=== What the exercise asks ===
Print the listing below in its entirety, character for character.

=== Dataset records ===
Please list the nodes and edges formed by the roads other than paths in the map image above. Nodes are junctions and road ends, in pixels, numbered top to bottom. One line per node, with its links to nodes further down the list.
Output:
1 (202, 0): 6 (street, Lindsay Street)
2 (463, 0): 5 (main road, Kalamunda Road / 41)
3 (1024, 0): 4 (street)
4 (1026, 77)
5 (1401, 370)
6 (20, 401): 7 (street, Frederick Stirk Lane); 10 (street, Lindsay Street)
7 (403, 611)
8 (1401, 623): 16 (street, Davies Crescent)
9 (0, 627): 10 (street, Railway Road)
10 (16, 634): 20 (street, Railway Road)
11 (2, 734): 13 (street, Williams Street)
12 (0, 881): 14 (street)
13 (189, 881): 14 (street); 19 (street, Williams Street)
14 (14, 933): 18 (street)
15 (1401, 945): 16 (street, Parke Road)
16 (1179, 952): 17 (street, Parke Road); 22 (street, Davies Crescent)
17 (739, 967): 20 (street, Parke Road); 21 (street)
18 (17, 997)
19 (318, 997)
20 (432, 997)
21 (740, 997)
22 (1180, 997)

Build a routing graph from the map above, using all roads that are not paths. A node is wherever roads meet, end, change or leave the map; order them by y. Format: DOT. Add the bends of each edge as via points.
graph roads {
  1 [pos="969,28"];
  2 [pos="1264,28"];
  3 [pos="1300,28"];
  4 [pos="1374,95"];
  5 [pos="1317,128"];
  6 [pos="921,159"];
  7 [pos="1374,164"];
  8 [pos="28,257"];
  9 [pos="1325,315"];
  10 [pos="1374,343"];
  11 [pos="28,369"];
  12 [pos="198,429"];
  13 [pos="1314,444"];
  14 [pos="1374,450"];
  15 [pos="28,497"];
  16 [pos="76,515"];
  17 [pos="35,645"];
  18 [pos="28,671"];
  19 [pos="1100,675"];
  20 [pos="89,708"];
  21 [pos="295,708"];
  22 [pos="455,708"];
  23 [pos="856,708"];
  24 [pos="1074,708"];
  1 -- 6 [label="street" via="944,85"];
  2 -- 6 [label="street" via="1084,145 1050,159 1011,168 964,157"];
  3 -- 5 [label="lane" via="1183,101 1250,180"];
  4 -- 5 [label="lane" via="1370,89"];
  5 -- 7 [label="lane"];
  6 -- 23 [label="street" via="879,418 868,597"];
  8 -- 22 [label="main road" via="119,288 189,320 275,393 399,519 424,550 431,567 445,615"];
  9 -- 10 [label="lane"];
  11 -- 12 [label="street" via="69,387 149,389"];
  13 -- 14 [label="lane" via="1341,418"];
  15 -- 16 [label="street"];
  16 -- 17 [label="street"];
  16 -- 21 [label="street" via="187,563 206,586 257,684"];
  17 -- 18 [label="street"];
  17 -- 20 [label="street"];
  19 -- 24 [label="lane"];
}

=== Output below ===
Please list the nodes and edges formed by the roads other than paths in the map image above. Nodes are junctions and road ends, in pixels, numbered top to bottom. One line per node, with its links to nodes further down the list.
Output:
1 (202, 0): 6 (street, Lindsay Street)
2 (463, 0): 5 (main road, Kalamunda Road / 41)
3 (1024, 0): 4 (street)
4 (1026, 77)
5 (1401, 370)
6 (20, 401): 7 (street, Frederick Stirk Lane); 10 (street, Lindsay Street)
7 (403, 611)
8 (1401, 623): 16 (street, Davies Crescent)
9 (0, 627): 10 (street, Railway Road)
10 (16, 634): 20 (street, Railway Road)
11 (2, 734): 13 (street, Williams Street)
12 (0, 881): 14 (street)
13 (189, 881): 14 (street); 19 (street, Williams Street)
14 (14, 933): 18 (street)
15 (1401, 945): 16 (street, Parke Road)
16 (1179, 952): 17 (street, Parke Road); 22 (street, Davies Crescent)
17 (739, 967): 20 (street, Parke Road); 21 (street)
18 (17, 997)
19 (318, 997)
20 (432, 997)
21 (740, 997)
22 (1180, 997)

Build a routing graph from the map above, using all roads that are not paths. A node is wherever roads meet, end, change or leave the map; order them by y. Format: DOT. Add the bends of each edge as via points.
graph roads {
  1 [pos="969,28"];
  2 [pos="1264,28"];
  3 [pos="1300,28"];
  4 [pos="1374,95"];
  5 [pos="1317,128"];
  6 [pos="921,159"];
  7 [pos="1374,164"];
  8 [pos="28,257"];
  9 [pos="1325,315"];
  10 [pos="1374,343"];
  11 [pos="28,369"];
  12 [pos="198,429"];
  13 [pos="1314,444"];
  14 [pos="1374,450"];
  15 [pos="28,497"];
  16 [pos="76,515"];
  17 [pos="35,645"];
  18 [pos="28,671"];
  19 [pos="1100,675"];
  20 [pos="89,708"];
  21 [pos="295,708"];
  22 [pos="455,708"];
  23 [pos="856,708"];
  24 [pos="1074,708"];
  1 -- 6 [label="street" via="944,85"];
  2 -- 6 [label="street" via="1084,145 1050,159 1011,168 964,157"];
  3 -- 5 [label="lane" via="1183,101 1250,180"];
  4 -- 5 [label="lane" via="1370,89"];
  5 -- 7 [label="lane"];
  6 -- 23 [label="street" via="879,418 868,597"];
  8 -- 22 [label="main road" via="119,288 189,320 275,393 399,519 424,550 431,567 445,615"];
  9 -- 10 [label="lane"];
  11 -- 12 [label="street" via="69,387 149,389"];
  13 -- 14 [label="lane" via="1341,418"];
  15 -- 16 [label="street"];
  16 -- 17 [label="street"];
  16 -- 21 [label="street" via="187,563 206,586 257,684"];
  17 -- 18 [label="street"];
  17 -- 20 [label="street"];
  19 -- 24 [label="lane"];
}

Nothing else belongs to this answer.